Salonen wrote in his working notes: “The form to be as it is in composition, not dramatically unambiguous like in radio play etc., but amorphous as multilevelled, in spite of the fact that conceivably intelligible dramatic situations might arise. Must be a plot, also themes – however, treatment of them must be unorthodox.” The “plot” of Baalal takes the form of a five-stage journey further into the depths of human consciousness. Its stages are language, morals, the subconscious, the preverbal condition and “something which is even deeper than that”.
Baalal brought a new aspect into Finnish radiophony, especially in the sense that, even though speech is given a central role, it is more of a timbral than a semantic one. Salonen uses actors like any other instruments in the score. This feature brought the style of Finnish radiophonic music nearer to the French radio atelier tradition than the German Hörstück.

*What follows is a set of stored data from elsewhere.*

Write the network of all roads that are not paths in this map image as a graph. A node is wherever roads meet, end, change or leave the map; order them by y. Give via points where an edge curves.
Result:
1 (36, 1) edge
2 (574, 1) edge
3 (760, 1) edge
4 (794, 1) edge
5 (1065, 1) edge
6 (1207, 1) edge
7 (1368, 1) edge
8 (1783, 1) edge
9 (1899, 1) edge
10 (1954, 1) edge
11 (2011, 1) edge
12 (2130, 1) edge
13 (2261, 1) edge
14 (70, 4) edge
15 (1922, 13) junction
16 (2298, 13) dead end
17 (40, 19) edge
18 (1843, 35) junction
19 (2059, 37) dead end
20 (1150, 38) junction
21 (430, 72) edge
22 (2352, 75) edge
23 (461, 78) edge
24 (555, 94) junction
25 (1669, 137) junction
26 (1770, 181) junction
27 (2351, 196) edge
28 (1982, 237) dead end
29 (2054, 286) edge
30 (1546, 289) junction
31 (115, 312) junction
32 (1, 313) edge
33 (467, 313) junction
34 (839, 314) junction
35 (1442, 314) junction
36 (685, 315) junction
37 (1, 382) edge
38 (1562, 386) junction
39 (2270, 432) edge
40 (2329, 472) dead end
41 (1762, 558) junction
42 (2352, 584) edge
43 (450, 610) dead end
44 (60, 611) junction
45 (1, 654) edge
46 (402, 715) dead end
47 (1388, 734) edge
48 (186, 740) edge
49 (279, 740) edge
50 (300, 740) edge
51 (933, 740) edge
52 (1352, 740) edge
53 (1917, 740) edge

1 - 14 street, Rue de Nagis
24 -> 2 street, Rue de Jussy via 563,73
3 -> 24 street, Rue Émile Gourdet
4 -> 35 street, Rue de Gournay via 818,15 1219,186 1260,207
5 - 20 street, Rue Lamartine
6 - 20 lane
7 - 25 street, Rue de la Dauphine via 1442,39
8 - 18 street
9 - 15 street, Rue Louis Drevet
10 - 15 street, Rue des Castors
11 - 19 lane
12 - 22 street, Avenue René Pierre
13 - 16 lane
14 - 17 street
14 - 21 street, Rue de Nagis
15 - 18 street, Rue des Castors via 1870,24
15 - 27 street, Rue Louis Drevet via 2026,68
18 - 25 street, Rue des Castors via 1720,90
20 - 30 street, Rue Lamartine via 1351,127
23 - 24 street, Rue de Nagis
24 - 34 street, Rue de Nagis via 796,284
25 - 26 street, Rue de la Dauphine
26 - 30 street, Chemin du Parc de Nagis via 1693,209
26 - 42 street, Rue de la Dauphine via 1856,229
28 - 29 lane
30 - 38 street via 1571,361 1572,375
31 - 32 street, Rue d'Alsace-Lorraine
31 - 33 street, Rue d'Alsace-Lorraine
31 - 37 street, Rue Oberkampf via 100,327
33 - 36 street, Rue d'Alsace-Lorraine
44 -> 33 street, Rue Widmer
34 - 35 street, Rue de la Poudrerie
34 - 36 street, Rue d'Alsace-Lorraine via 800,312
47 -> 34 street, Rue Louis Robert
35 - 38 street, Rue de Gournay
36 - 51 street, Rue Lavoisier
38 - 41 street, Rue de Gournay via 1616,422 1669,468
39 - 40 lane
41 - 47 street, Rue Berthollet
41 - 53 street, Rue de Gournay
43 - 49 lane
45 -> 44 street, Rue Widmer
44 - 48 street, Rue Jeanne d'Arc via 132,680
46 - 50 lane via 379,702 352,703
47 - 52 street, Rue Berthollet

The same type of approach – in which speech, language and words are used as independent, unconnected musical parameters – is taken in other works too, for example in Case (1985) by Pekka Sirén and Trance Dance (1984) by Patrick Kosk.
Faust, by Lindberg and Siltanen, goes even further, towards the point where intelligible words are spoken but repeated listening reveals endless multiple meanings. Under normal circumstances, for example, speeches are recorded many times and the best take is chosen. In Faust, all the takes may be heard at the same time, Studio techniques have been used to realise a section in which a sentence is compressed further and further from each end until the whole of the information is heard as a single attack.
In Stilleben, Kaija Saariaho developed a technique for using text and speech even further. She uses her own choice of texts from Kafka's letters in three languages, and the counterpoint between them arises more from the languages than the words themselves.
Olli Kortekangas' Memoria (1989) also presents texts from different sources in various languages. While the work is not as many-layered in compositional terms as Stilleben, Kortekangas' intention has rather been to bring out the sensitivity, of children's voices through the commonality of subconscious experience owned by humankind.
To Whom It May Concern (1990) by Olli Koskelin is a masterpiece of modern studio technique. It offers subtle transformations between materials and from one made of expression to another. The ideas in this piece too have been realised in the studio by Juhani Liimatainen.
Forty years is not a long period in musical history as a whole, but taken as the distance between the works of Pylkkänen and Koskelin, it seems long nevertheless. Out of experiment and splintered ideas has developed a powerful new mode of musical expression commanding its own set of rules – even though now here are these rules written down. The tradition has already started to nourish itself. Now we are entitled to speak of the birth of a genre.
Other Finnish radiophonic compositions to win the radio music category of the Prix Italia are Veli-Matti Puumala’s Rajamailla (Borderlands, 2001), Jovanka Trbojević's and Jyrki Kiiskinen’s Creation Game (2009) and Riikka Talvitie’s and Tommi Kinnunen’s The Queen of the Cold Land (2018). The Finnish Radio Experimental Studio was closed in the early 2010s.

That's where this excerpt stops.